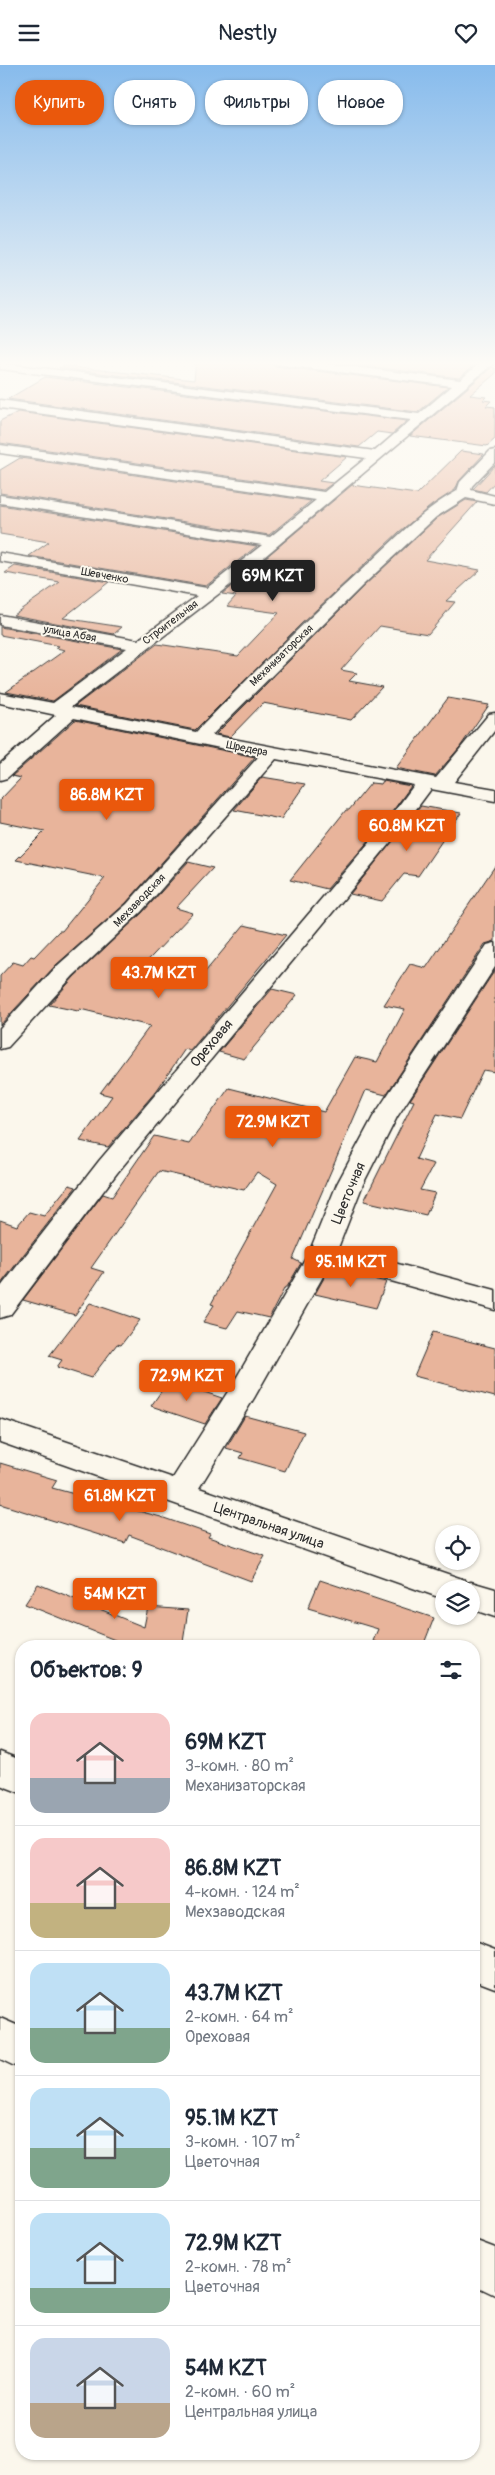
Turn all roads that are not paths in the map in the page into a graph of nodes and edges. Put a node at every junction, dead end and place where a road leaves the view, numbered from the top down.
1 (167, 473) edge
2 (354, 473) edge
3 (476, 473) edge
4 (464, 493) junction
5 (327, 497) junction
6 (0, 499) edge
7 (495, 500) edge
8 (273, 542) junction
9 (0, 557) edge
10 (209, 593) junction
11 (0, 621) edge
12 (139, 645) junction
13 (0, 698) edge
14 (63, 711) junction
15 (495, 718) edge
16 (199, 739) junction
17 (272, 753) junction
18 (0, 775) edge
19 (434, 783) junction
20 (495, 795) edge
21 (495, 950) edge
22 (0, 1042) edge
23 (323, 1253) junction
24 (495, 1300) edge
25 (0, 1308) edge
26 (0, 1430) edge
27 (180, 1494) junction
28 (435, 1583) edge
29 (480, 1598) edge
30 (495, 1603) edge
31 (0, 1769) edge
32 (15, 1775) edge
33 (480, 1963) edge
34 (495, 1969) edge
35 (0, 2038) edge
36 (15, 2045) edge
37 (480, 2265) edge
38 (495, 2272) edge

1 - 5 street
2 - 5 street, Строительная
3 - 4 street, Механизаторская
4 - 7 street
4 - 16 street, Механизаторская
5 - 8 street, Строительная
6 - 8 street
8 - 10 street, Строительная
9 - 10 street, Шевченко
10 - 12 street, Строительная
11 - 12 street, улица Абая
12 - 14 street, Строительная
13 - 14 street, Шредера
14 - 16 street, Шредера
14 - 18 street, Строительная
15 - 19 street, Ореховая
16 - 17 street, Шредера
17 - 19 street, Шредера
17 - 22 street, Мехзаводская
19 - 20 street, Шредера
19 - 25 street, Ореховая
21 - 23 street, Цветочная
23 - 24 street
23 - 27 street, Цветочная
26 - 27 street, Центральная улица
27 - 28 street, Центральная улица
29 - 30 street
31 - 32 street
33 - 34 street
35 - 36 street
37 - 38 street

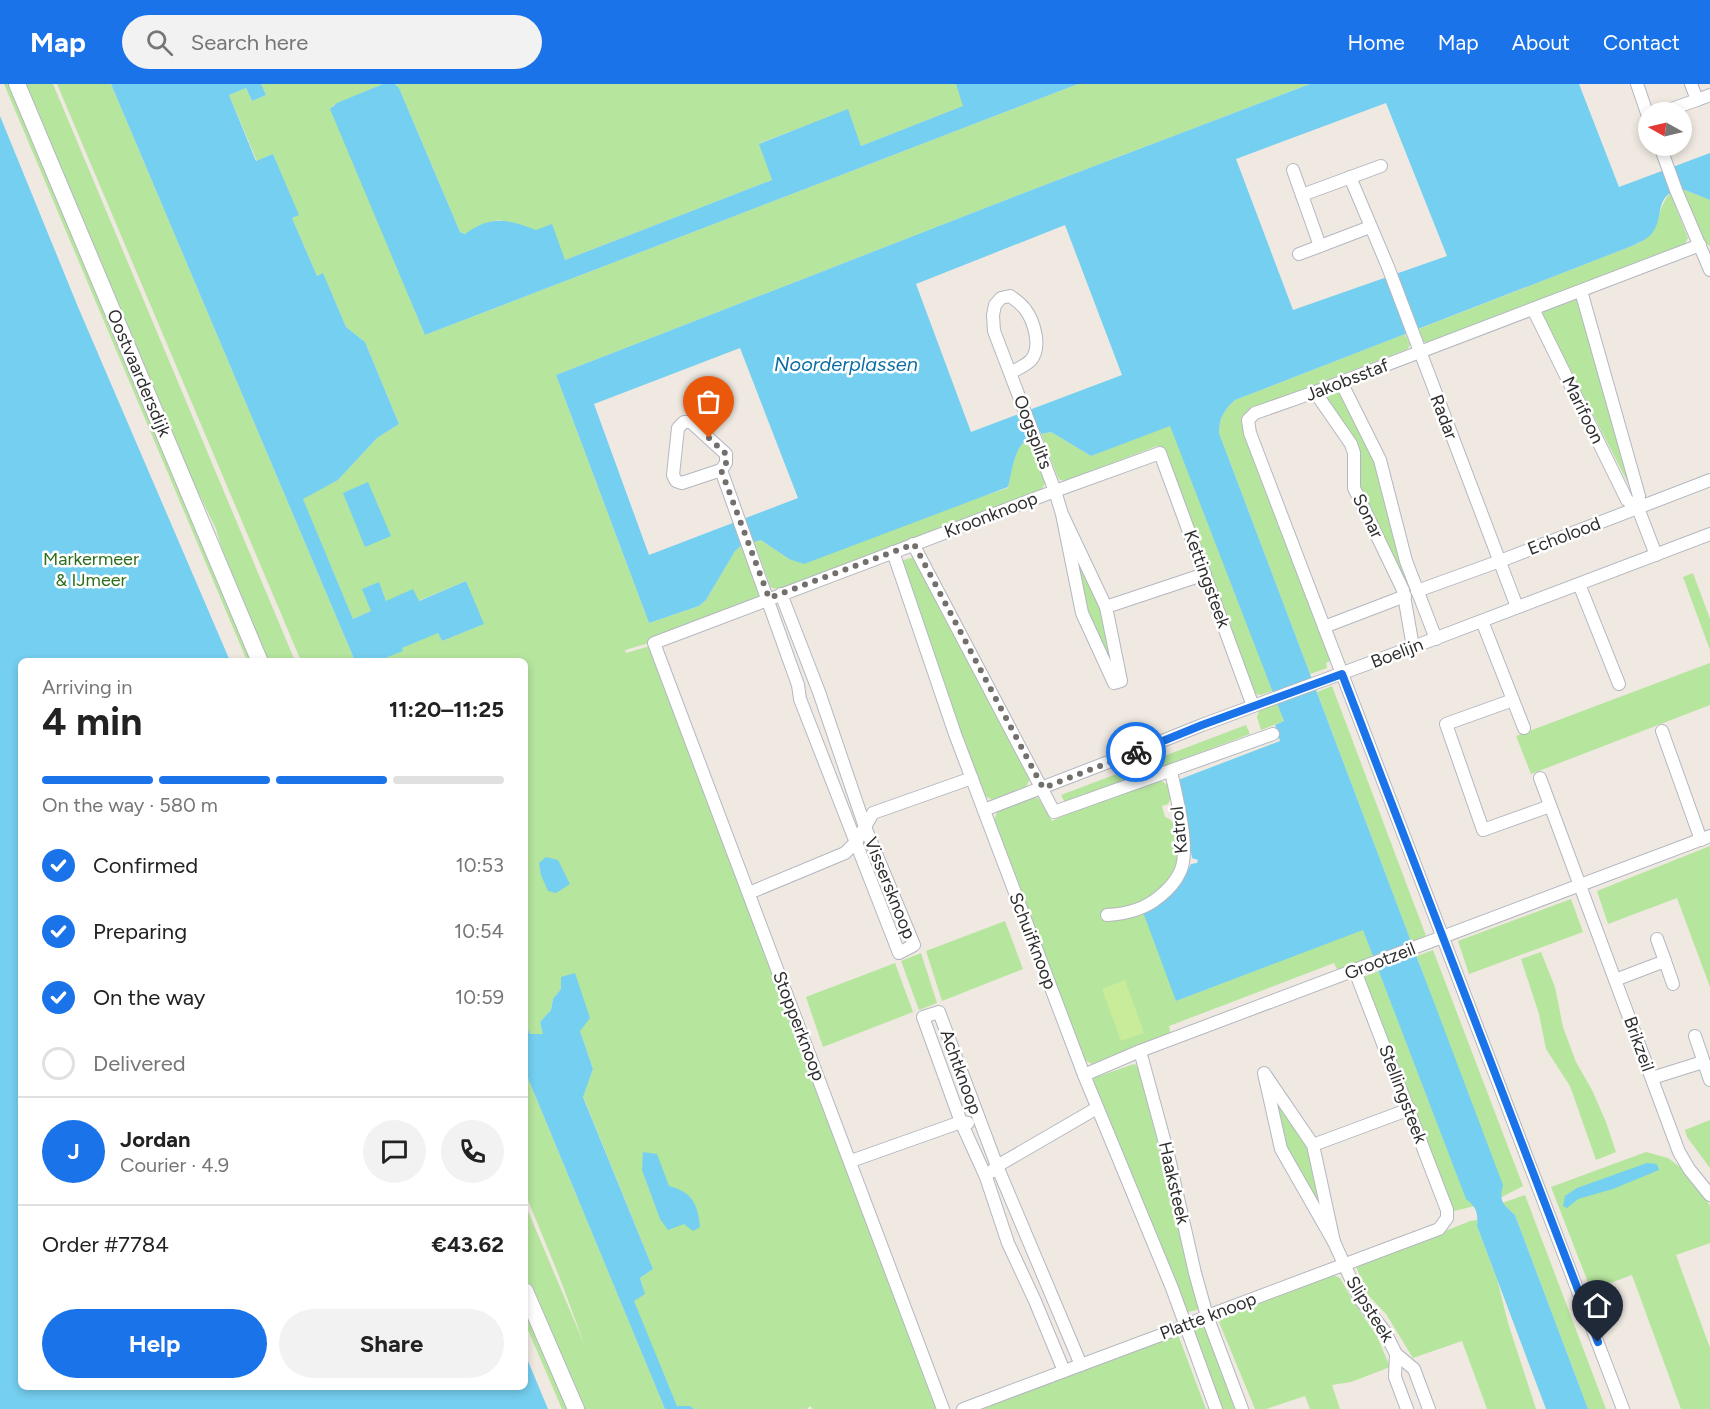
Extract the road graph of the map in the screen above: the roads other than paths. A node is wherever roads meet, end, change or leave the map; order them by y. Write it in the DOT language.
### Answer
graph roads {
  1 [pos="17,84"];
  2 [pos="1636,84"];
  3 [pos="1691,84"];
  4 [pos="1710,95"];
  5 [pos="1697,100"];
  6 [pos="1643,102"];
  7 [pos="1691,102"];
  8 [pos="1664,156"];
  9 [pos="1381,166"];
  10 [pos="1293,170"];
  11 [pos="1350,177"];
  12 [pos="1302,195"];
  13 [pos="1370,227"];
  14 [pos="1700,245"];
  15 [pos="1320,246"];
  16 [pos="1299,255"];
  17 [pos="1710,270"];
  18 [pos="1581,291"];
  19 [pos="1533,309"];
  20 [pos="1419,352"];
  21 [pos="1010,373"];
  22 [pos="1341,382"];
  23 [pos="1315,392"];
  24 [pos="1160,453"];
  25 [pos="721,470"];
  26 [pos="1710,480"];
  27 [pos="1055,491"];
  28 [pos="1638,507"];
  29 [pos="1062,514"];
  30 [pos="1710,534"];
  31 [pos="914,544"];
  32 [pos="893,552"];
  33 [pos="1656,555"];
  34 [pos="1500,561"];
  35 [pos="1205,574"];
  36 [pos="1579,584"];
  37 [pos="1417,591"];
  38 [pos="781,594"];
  39 [pos="1404,596"];
  40 [pos="769,598"];
  41 [pos="1517,607"];
  42 [pos="1106,608"];
  43 [pos="1482,621"];
  44 [pos="1324,627"];
  45 [pos="1436,639"];
  46 [pos="654,642"];
  47 [pos="1413,647"];
  48 [pos="258,658"];
  49 [pos="1342,674"];
  50 [pos="1619,684"];
  51 [pos="1513,700"];
  52 [pos="1259,704"];
  53 [pos="1524,729"];
  54 [pos="1662,730"];
  55 [pos="1273,734"];
  56 [pos="1171,771"];
  57 [pos="972,778"];
  58 [pos="1540,778"];
  59 [pos="1043,788"];
  60 [pos="1550,806"];
  61 [pos="984,810"];
  62 [pos="865,827"];
  63 [pos="1706,838"];
  64 [pos="856,842"];
  65 [pos="1580,886"];
  66 [pos="749,893"];
  67 [pos="1107,915"];
  68 [pos="1443,937"];
  69 [pos="1657,939"];
  70 [pos="1665,961"];
  71 [pos="1361,969"];
  72 [pos="1615,980"];
  73 [pos="1673,984"];
  74 [pos="1695,1036"];
  75 [pos="1140,1051"];
  76 [pos="1703,1062"];
  77 [pos="1083,1075"];
  78 [pos="1652,1078"];
  79 [pos="1710,1080"];
  80 [pos="1097,1108"];
  81 [pos="1410,1109"];
  82 [pos="962,1122"];
  83 [pos="981,1126"];
  84 [pos="1313,1145"];
  85 [pos="851,1161"];
  86 [pos="997,1166"];
  87 [pos="986,1177"];
  88 [pos="1710,1195"];
  89 [pos="1447,1218"];
  90 [pos="1334,1242"];
  91 [pos="1343,1265"];
  92 [pos="528,1298"];
  93 [pos="1207,1316"];
  94 [pos="1185,1326"];
  95 [pos="1396,1354"];
  96 [pos="1080,1365"];
  97 [pos="1064,1371"];
  98 [pos="576,1409"];
  99 [pos="943,1409"];
  100 [pos="963,1409"];
  101 [pos="1216,1409"];
  102 [pos="1242,1409"];
  103 [pos="1407,1409"];
  104 [pos="1429,1409"];
  105 [pos="1623,1409"];
  1 -- 48 [label="main road, Oostvaardersdijk"];
  2 -- 6 [label="street"];
  3 -- 5 [label="street"];
  4 -- 5 [label="street"];
  5 -- 7 [label="street"];
  8 -- 14 [label="street"];
  9 -- 11 [label="street"];
  10 -- 12 [label="street"];
  11 -- 12 [label="street"];
  11 -- 13 [label="street, Radar"];
  12 -- 15 [label="street"];
  13 -- 15 [label="street"];
  13 -- 20 [label="street, Radar"];
  14 -- 17 [label="street"];
  14 -- 18 [label="street, Jakobsstaf"];
  15 -- 16 [label="street"];
  18 -- 19 [label="street, Jakobsstaf"];
  18 -- 28 [label="street, Marifoon"];
  19 -- 20 [label="street, Jakobsstaf"];
  19 -- 28 [label="street, Marifoon"];
  20 -- 22 [label="street, Jakobsstaf"];
  20 -- 34 [label="street, Radar"];
  21 -- 21 [label="street, Oogsplits"];
  21 -- 27 [label="street, Oogsplits"];
  22 -- 23 [label="street, Jakobsstaf"];
  22 -- 37 [label="street, Sonar"];
  23 -- 39 [label="street, Sonar"];
  23 -- 44 [label="street, Jakobsstaf"];
  24 -- 27 [label="street, Kroonknoop"];
  24 -- 35 [label="street, Kettingsteek"];
  25 -- 25 [label="street, Vissersknoop"];
  25 -- 40 [label="street, Vissersknoop"];
  26 -- 28 [label="street, Echolood"];
  27 -- 29 [label="street, Oogsplits"];
  27 -- 31 [label="street, Kroonknoop"];
  28 -- 33 [label="street, Marifoon"];
  28 -- 34 [label="street, Echolood"];
  29 -- 42 [label="street"];
  29 -- 42 [label="street"];
  30 -- 33 [label="street, Boelijn"];
  31 -- 32 [label="street, Kroonknoop"];
  31 -- 59 [label="street"];
  32 -- 38 [label="street, Kroonknoop"];
  32 -- 57 [label="street, Schuifknoop"];
  33 -- 36 [label="street, Boelijn"];
  34 -- 37 [label="street, Echolood"];
  34 -- 41 [label="street, Radar"];
  35 -- 42 [label="street"];
  35 -- 52 [label="street, Kettingsteek"];
  36 -- 41 [label="street, Boelijn"];
  36 -- 50 [label="street"];
  37 -- 45 [label="street, Sonar"];
  38 -- 40 [label="street, Kroonknoop"];
  38 -- 62 [label="street, Vissersknoop"];
  39 -- 44 [label="street"];
  39 -- 47 [label="street, Sonar"];
  40 -- 46 [label="street, Kroonknoop"];
  40 -- 64 [label="street, Vissersknoop"];
  41 -- 43 [label="street, Boelijn"];
  43 -- 45 [label="street, Boelijn"];
  43 -- 51 [label="street"];
  44 -- 49 [label="street, Jakobsstaf"];
  45 -- 47 [label="street, Boelijn"];
  46 -- 66 [label="street, Stopperknoop"];
  47 -- 49 [label="street, Boelijn"];
  49 -- 52 [label="street, Boelijn"];
  49 -- 68 [label="street, Jakobsstaf"];
  51 -- 53 [label="street"];
  51 -- 60 [label="street"];
  52 -- 59 [label="street, Boelijn"];
  54 -- 63 [label="street"];
  55 -- 56 [label="street"];
  56 -- 59 [label="street"];
  56 -- 67 [label="street, Katrol"];
  57 -- 61 [label="street, Schuifknoop"];
  57 -- 62 [label="street"];
  58 -- 60 [label="street, Brikzeil"];
  59 -- 61 [label="street, Boelijn"];
  60 -- 65 [label="street, Brikzeil"];
  61 -- 77 [label="street, Schuifknoop"];
  62 -- 64 [label="street"];
  62 -- 64 [label="street, Vissersknoop"];
  63 -- 65 [label="street, Grootzeil"];
  64 -- 66 [label="street"];
  65 -- 68 [label="street, Grootzeil"];
  65 -- 72 [label="street, Brikzeil"];
  66 -- 85 [label="street, Stopperknoop"];
  68 -- 71 [label="street, Grootzeil"];
  68 -- 105 [label="street, Jakobsstaf"];
  69 -- 70 [label="street"];
  70 -- 72 [label="street"];
  70 -- 73 [label="street"];
  71 -- 75 [label="street, Grootzeil"];
  71 -- 81 [label="street, Stellingsteek"];
  72 -- 78 [label="street, Brikzeil"];
  74 -- 76 [label="street"];
  75 -- 77 [label="street, Grootzeil"];
  75 -- 93 [label="street, Haaksteek"];
  76 -- 78 [label="street"];
  76 -- 79 [label="street"];
  77 -- 80 [label="street, Schuifknoop"];
  78 -- 88 [label="street, Brikzeil"];
  80 -- 86 [label="street"];
  80 -- 94 [label="street, Schuifknoop"];
  81 -- 84 [label="street"];
  81 -- 89 [label="street, Stellingsteek"];
  82 -- 83 [label="street"];
  82 -- 83 [label="street, Achtknoop"];
  82 -- 85 [label="street"];
  82 -- 87 [label="street, Achtknoop"];
  83 -- 86 [label="street, Achtknoop"];
  84 -- 90 [label="street"];
  84 -- 90 [label="street"];
  85 -- 99 [label="street, Stopperknoop"];
  86 -- 87 [label="street"];
  86 -- 96 [label="street, Achtknoop"];
  87 -- 97 [label="street, Achtknoop"];
  89 -- 91 [label="street, Platte knoop"];
  90 -- 91 [label="street, Slipsteek"];
  91 -- 93 [label="street, Platte knoop"];
  91 -- 95 [label="street, Slipsteek"];
  92 -- 98 [label="main road"];
  93 -- 94 [label="street, Platte knoop"];
  93 -- 102 [label="street, Haaksteek"];
  94 -- 96 [label="street, Platte knoop"];
  94 -- 101 [label="street, Schuifknoop"];
  95 -- 103 [label="street, Slipsteek"];
  95 -- 104 [label="street, Slipsteek"];
  96 -- 97 [label="street, Platte knoop"];
  97 -- 100 [label="street, Platte knoop"];
}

········

→ **Task**
Among the lines above, count those containing the word "Oogsplits" and write only the number.

→ **Output of the task**
3